NB. Banku is  fermented mashed maize and cassava, while fufu is fermented mashed yam, plantain, or cassava. These are served in small balls and eaten by hand, dipped into soup or ragout. Recipes for these dishes are easily found on the Internet.

But this ragoût is delightful! It’s creamy and rich at the same time, very peanut-flavoured, with a complex chilli-tomato-peanut-coconut-meat taste.

Mafé

Ingredients

* 3 medium onions, 6 cloves of garlic, 3cm ginger, 4 carrots, 2 fresh jalapenos, 1 bunch coriander.

* Canola or coconut oil, 500g stewing lamb or beef, salt, black pepper, chilli powder, paprika.

* 2 tbsp tomato paste, 400g tin chopped tomato, 400g tin coconut cream, chicken stock, 1 cup peanut paste.
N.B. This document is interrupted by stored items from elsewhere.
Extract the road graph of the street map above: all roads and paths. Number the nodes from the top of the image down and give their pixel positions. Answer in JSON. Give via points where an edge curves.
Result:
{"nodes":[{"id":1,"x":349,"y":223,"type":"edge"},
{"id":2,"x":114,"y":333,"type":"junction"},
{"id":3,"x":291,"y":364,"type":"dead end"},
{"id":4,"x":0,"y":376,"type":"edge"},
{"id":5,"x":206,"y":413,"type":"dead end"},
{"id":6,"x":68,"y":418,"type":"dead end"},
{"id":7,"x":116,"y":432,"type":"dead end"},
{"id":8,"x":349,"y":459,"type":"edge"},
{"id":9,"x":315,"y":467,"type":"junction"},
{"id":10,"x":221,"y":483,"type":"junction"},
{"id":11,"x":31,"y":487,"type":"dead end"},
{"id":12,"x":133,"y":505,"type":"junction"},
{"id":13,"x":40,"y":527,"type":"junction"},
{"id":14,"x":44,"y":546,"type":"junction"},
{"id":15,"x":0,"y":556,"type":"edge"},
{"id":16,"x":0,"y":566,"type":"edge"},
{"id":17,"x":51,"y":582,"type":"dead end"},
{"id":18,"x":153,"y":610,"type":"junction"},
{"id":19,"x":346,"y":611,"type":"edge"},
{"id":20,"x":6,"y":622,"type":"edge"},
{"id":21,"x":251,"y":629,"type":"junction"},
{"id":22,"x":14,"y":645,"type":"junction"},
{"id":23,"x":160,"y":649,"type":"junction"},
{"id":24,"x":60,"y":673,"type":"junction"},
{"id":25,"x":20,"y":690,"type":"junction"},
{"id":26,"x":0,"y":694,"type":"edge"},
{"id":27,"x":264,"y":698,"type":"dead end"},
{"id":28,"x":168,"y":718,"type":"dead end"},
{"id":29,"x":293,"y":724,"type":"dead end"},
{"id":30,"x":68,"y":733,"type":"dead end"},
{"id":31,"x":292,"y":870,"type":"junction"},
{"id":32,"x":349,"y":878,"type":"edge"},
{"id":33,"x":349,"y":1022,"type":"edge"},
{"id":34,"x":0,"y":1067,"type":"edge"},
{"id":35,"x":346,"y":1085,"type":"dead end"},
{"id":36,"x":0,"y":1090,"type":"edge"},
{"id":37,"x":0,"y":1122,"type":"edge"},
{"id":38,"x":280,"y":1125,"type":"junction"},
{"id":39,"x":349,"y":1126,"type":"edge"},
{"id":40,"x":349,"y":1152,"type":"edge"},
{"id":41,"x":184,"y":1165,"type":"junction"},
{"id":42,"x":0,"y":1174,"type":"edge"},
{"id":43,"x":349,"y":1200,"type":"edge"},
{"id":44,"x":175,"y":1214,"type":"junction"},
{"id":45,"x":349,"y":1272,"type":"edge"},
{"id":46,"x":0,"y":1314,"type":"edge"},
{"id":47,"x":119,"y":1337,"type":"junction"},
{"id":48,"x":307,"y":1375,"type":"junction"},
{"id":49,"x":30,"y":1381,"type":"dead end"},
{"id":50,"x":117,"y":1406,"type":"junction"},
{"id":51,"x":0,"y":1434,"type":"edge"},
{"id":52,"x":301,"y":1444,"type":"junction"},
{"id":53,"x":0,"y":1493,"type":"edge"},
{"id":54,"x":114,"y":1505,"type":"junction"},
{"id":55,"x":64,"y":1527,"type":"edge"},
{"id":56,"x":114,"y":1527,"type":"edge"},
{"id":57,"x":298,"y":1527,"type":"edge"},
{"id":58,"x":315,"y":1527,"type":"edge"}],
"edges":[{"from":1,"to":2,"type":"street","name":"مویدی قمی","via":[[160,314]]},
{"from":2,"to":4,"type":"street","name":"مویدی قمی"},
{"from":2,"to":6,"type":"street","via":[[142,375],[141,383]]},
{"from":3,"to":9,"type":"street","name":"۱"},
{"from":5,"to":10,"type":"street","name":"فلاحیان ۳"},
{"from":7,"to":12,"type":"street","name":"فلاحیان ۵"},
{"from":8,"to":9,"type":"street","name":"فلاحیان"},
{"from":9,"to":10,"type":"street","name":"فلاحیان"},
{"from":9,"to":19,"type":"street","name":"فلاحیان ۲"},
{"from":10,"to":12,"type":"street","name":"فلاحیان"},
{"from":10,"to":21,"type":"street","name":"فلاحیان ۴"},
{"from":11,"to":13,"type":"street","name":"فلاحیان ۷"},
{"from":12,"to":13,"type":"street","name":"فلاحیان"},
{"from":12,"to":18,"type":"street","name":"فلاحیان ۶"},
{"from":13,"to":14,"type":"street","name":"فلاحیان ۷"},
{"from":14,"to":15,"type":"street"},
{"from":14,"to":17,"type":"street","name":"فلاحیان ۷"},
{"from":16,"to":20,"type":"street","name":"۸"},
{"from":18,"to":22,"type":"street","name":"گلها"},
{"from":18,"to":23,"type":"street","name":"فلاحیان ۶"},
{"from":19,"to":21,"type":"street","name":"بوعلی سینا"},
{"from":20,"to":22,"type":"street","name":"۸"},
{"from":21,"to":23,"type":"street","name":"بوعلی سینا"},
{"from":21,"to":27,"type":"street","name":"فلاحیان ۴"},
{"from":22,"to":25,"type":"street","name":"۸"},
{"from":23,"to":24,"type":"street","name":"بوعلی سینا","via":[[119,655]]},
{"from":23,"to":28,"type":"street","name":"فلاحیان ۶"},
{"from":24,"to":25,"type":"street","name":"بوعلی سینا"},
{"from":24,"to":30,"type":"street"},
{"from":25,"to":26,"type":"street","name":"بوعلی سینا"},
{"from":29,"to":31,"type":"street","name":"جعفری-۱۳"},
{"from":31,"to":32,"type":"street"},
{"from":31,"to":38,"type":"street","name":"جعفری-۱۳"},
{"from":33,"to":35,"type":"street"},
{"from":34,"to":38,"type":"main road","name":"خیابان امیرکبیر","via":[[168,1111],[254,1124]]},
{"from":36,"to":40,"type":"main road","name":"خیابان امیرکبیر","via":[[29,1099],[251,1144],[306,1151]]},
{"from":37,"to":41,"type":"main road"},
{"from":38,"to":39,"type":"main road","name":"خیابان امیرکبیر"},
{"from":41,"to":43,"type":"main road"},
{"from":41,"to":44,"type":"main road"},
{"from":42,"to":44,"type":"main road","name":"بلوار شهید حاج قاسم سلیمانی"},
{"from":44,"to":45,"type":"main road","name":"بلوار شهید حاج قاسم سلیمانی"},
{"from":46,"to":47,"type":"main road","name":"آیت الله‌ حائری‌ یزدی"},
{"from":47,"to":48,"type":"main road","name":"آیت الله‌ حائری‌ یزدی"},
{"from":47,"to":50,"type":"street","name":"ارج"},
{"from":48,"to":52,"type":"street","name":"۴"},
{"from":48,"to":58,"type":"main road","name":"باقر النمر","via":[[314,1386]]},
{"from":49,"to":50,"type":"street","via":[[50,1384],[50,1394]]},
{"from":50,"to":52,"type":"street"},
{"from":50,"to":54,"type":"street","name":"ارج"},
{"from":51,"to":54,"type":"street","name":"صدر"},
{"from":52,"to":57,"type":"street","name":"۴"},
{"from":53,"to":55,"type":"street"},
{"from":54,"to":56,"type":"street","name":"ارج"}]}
First, do all of your cutting and prep. Peel the onions, slice them into thin petals, and put them aside in a bowl. Peel the garlic and ginger, grate them both together, and put them aside with the onion. Trim the chillis, slice them thinly, and put them aside with the onion, garlic and ginger. Peel the carrots, top and tail them, cut them into medium-sized chunks, and put them aside in a bowl, by themselves. Wash the coriander and pick all the leaves off the stems. Discard the stems, and put the leaves aside in a bowl by themselves.

Heat a couple of tablespoons of the oil in a large heavy stewpan over a medium to high flame. Add the lamb, sprinkle it with a good few pinches of salt, black pepper, chilli powder, and paprika, and sauté it until it is lightly browned on all sides. Remove the lamb and set it aside.

Add the onion to the oil in the pot and sauté it until it is translucent. Stir in the garlic, ginger, and chilli, and sauté the mixture for another few minutes.

Return the lamb to the stewpan, stir in the tomato paste and peanut paste and cook the mixture for a few minutes. Stir in the tinned tomatoes and bring the mixture to a low boil. Reduce the heat to medium-low and reduce the mixture for about twenty minutes.

Transfer the mixture to a slow-cooker, add enough of the stock to make the dish look ‘stew-like’ and season the dish with some salt and pepper. Slow-cook the mixture until the lamb is tender and oil starts to rise to the surface of the dish. Add more stock as it cooks, if it looks necessary, to keep the dish wet enough.

Add half the green coriander, adjust the seasonings and serve the mafé with rice or couscous and some more chopped green coriander.

Serves six to eight

A West African dish, particularly popular in Senegal, Gambia, Mali and the Côte d’Ivoire. But let me tell you a couple of things. First off, you can use pre-cooked meat in this recipe, Just make the sauce and stir in 500g of roasted or slow-cooked beef or lamb and simmer it, very gently, for half an hour. Also, if you make this dish without the meat, with some extra stock and coconut milk, you get Burundi’s national dish; Groundnut Soup.  Also, you can use peanut butter for this dish, but it is better if you use 100% ground peanut paste. You can find it in wholefood shops or health food shops.